After a contentious back-and-forth that lasted more than four hours, the commission deadlocked, 6 to 6, on whether to support Douglas’ decision rejecting Edison’s request. That meant that efforts to overrule Douglas failed, since a majority vote would be needed to order Douglas to reopen the mitigation issue, the commission’s counsel advised.
Douglas said after the meeting that his staff “stands ready” to work with Edison to try to find solutions to its concerns.
“We are prepared to sit down and talk with them,” Douglas said.
Edison’s Hertel said as he left the meeting, “We simply have to review the options.”

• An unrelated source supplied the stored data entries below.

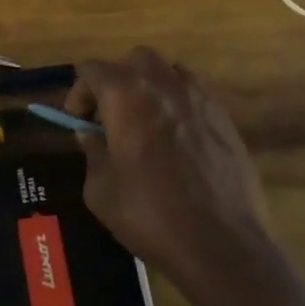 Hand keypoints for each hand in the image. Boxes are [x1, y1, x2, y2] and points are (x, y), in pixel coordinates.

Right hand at [64, 48, 277, 300]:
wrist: (222, 245)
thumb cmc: (150, 215)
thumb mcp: (101, 190)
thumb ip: (92, 152)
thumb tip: (90, 135)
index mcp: (126, 95)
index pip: (93, 69)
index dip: (79, 92)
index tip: (78, 122)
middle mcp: (164, 85)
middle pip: (135, 60)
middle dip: (117, 80)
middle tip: (110, 117)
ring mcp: (201, 99)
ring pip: (170, 71)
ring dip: (151, 88)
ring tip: (146, 123)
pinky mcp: (226, 120)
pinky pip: (196, 95)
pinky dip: (180, 105)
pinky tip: (177, 140) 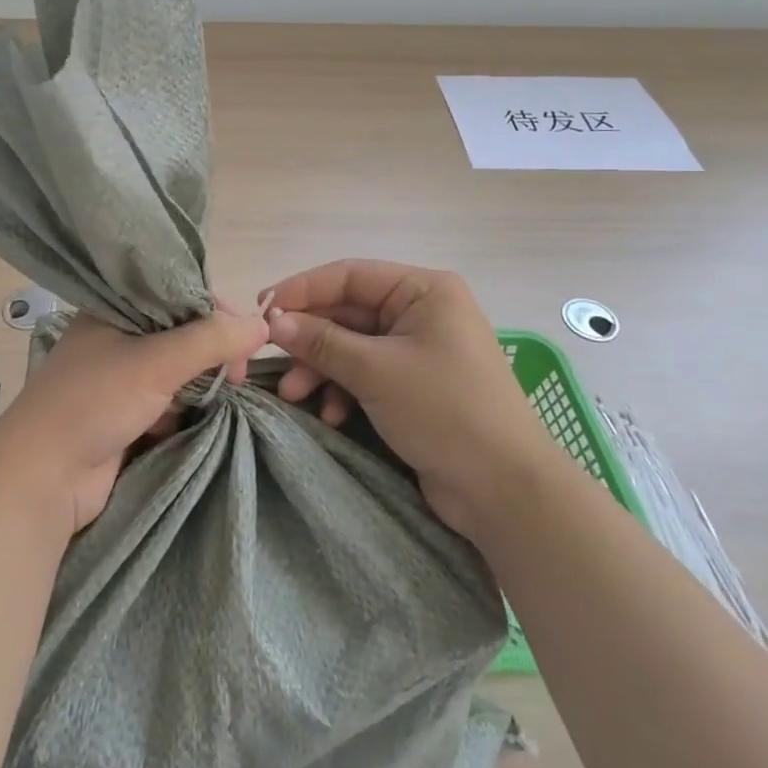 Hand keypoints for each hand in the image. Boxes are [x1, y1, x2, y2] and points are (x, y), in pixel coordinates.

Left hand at [0, 305, 268, 534]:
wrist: (43, 478)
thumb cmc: (94, 403)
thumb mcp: (155, 362)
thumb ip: (210, 341)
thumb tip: (263, 325)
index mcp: (114, 308)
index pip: (177, 294)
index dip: (214, 311)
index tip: (245, 337)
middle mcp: (116, 335)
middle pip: (181, 332)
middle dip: (213, 351)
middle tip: (236, 376)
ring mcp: (119, 377)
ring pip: (177, 368)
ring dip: (202, 382)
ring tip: (224, 395)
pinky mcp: (125, 414)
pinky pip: (168, 399)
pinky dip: (186, 406)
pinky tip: (199, 415)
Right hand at [260, 260, 546, 534]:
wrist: (505, 491)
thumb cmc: (445, 411)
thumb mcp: (376, 371)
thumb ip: (321, 342)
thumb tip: (273, 321)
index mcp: (423, 290)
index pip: (349, 275)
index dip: (302, 289)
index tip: (262, 310)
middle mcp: (421, 311)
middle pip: (347, 312)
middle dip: (309, 339)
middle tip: (271, 358)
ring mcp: (418, 350)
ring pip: (351, 346)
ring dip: (320, 368)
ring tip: (293, 395)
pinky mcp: (414, 385)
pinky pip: (365, 374)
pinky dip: (342, 390)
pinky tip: (330, 414) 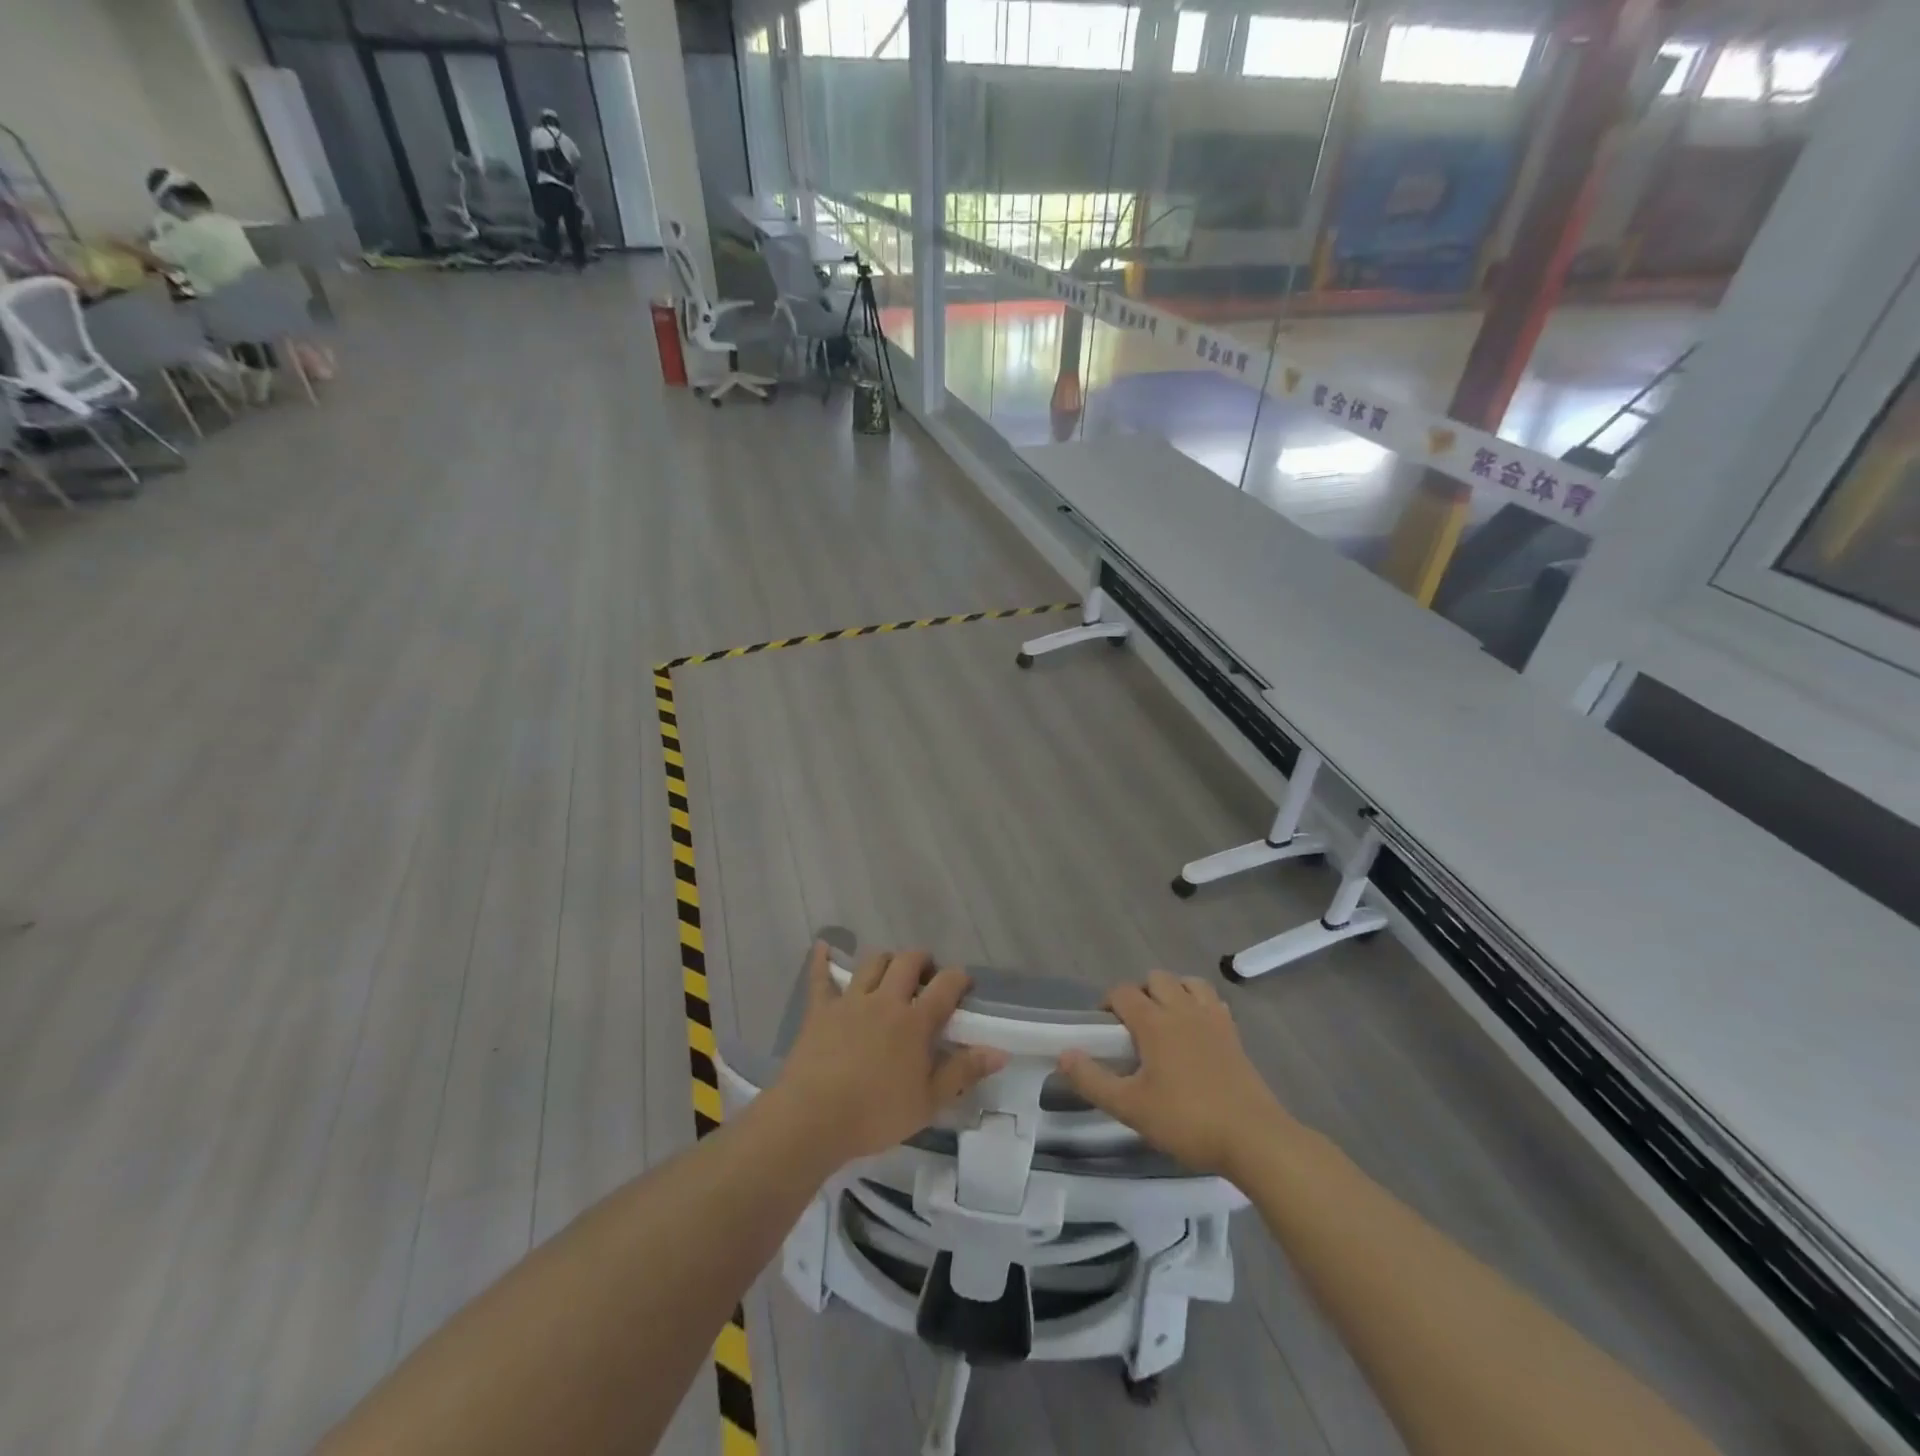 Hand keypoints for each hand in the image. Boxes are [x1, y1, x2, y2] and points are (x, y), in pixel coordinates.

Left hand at [771, 943, 1006, 1167]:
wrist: (813, 1118)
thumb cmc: (876, 1114)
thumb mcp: (929, 1101)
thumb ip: (963, 1071)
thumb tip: (1000, 1051)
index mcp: (915, 1022)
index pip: (946, 985)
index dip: (959, 978)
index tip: (964, 984)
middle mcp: (885, 1000)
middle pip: (908, 961)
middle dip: (922, 961)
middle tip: (927, 976)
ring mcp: (850, 1001)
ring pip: (872, 963)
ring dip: (886, 960)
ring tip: (890, 973)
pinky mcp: (820, 1010)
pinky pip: (820, 977)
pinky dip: (822, 960)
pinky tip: (823, 947)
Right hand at [1057, 970, 1293, 1177]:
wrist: (1254, 1138)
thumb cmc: (1187, 1120)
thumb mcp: (1131, 1108)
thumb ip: (1093, 1080)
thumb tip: (1063, 1055)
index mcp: (1154, 1022)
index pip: (1122, 992)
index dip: (1108, 1004)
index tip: (1103, 1031)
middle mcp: (1182, 1009)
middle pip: (1155, 978)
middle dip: (1140, 994)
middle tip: (1133, 1029)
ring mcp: (1212, 1018)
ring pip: (1187, 982)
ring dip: (1172, 992)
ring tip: (1165, 1023)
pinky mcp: (1234, 1034)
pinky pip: (1212, 1001)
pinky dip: (1199, 1004)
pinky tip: (1195, 1031) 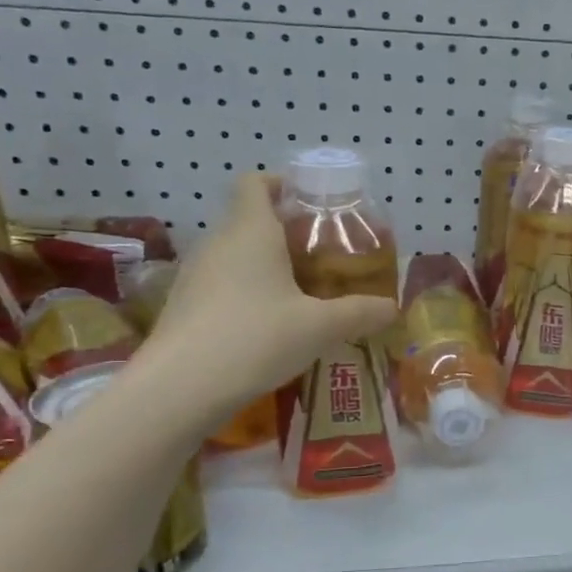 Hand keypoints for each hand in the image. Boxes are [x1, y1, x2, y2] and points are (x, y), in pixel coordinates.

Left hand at [135, 172, 398, 434]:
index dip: (282, 184)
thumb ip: (360, 313)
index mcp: (251, 231)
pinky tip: (267, 326)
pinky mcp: (184, 306)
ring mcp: (195, 275)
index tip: (311, 204)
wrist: (179, 389)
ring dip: (265, 265)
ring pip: (235, 255)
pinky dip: (246, 292)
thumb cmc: (256, 338)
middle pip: (250, 220)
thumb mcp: (320, 327)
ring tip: (300, 294)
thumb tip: (392, 308)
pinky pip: (221, 284)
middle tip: (322, 258)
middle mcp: (218, 243)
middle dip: (286, 233)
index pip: (256, 183)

Commissioners disagreed both over the merits of Edison’s request and over the legalities of how to deal practically and legally with their 6-to-6 split.
Commissioner Gary Giacomini read from 1991 records when the mitigation program was crafted, noting Edison’s support of the plan then and questioning their changed stance. “It’s the best bait-and-switch I’ve ever seen in my life,” Giacomini said.
But Commission alternate Dorill Wright defended Edison, saying, “I suggest to you that the economy in California would be significantly different had this plant not been on line.”
The debate over San Onofre’s impact on marine life began long before Unit II and Unit III were approved by the commission in 1974. The twin units began operating in the early 1980s next to San Onofre State Beach south of San Clemente. An older unit closed in 1992.
Environmental concerns were rekindled in 1989 when a 14-year, $48-million study found the power plant had caused a 60% reduction in the size of the nearby San Onofre kelp bed. The study also found that the plant’s huge cooling system sucks up and kills 21 to 57 tons of fish and 4 billion eggs and larvae each year.
In response, the 1991 mitigation plan orders Edison to build a 300-acre artificial kelp reef, restore wetlands and make technical changes at the plant to protect fish. The utility has also contributed money to a marine fish hatchery that opened last month in Carlsbad. In recent months, Edison proposed building a 12-acre experimental kelp reef instead of the 300-acre reef that was slated for construction between San Clemente and Dana Point. Edison officials cited new research suggesting the San Onofre kelp bed had rebounded.
The utility also sought to shorten from 30 years to 10 years the monitoring period for its mitigation projects. And while the Coastal Commission staff currently monitors the mitigation’s effectiveness, Edison requested the power to monitor itself--a power it says is allotted most other companies who appear before the coastal panel.
In support of its request, Edison said the total cost of mitigation had soared from an early $30-million estimate to as much as $160 million, and it blamed the unexpected complexity of projects as well as what it termed the unrealistic expectations of commission planners.
But some environmentalists on Wednesday questioned Edison’s commitment to the project.
“This proposal is all about money. It’s not about mitigation, and it’s certainly not about science,” said Mark Gold of the environmental group Heal the Bay.
Mark Massara of the Sierra Club argued that the commission could set a dangerous precedent by reopening the mitigation package, prompting other firms to attempt to follow suit.
“Pandora’s box will be opened,” Massara said, adding that “other permit holders are waiting in the wings with bated breath.”
San Onofre produces 22% of all power generated for Edison customers and 20% of power for San Diego Gas & Electric Co. customers. Edison owns 75% of the plant, the San Diego utility owns 20%, the city of Anaheim owns 3% and the city of Riverside owns nearly 2%.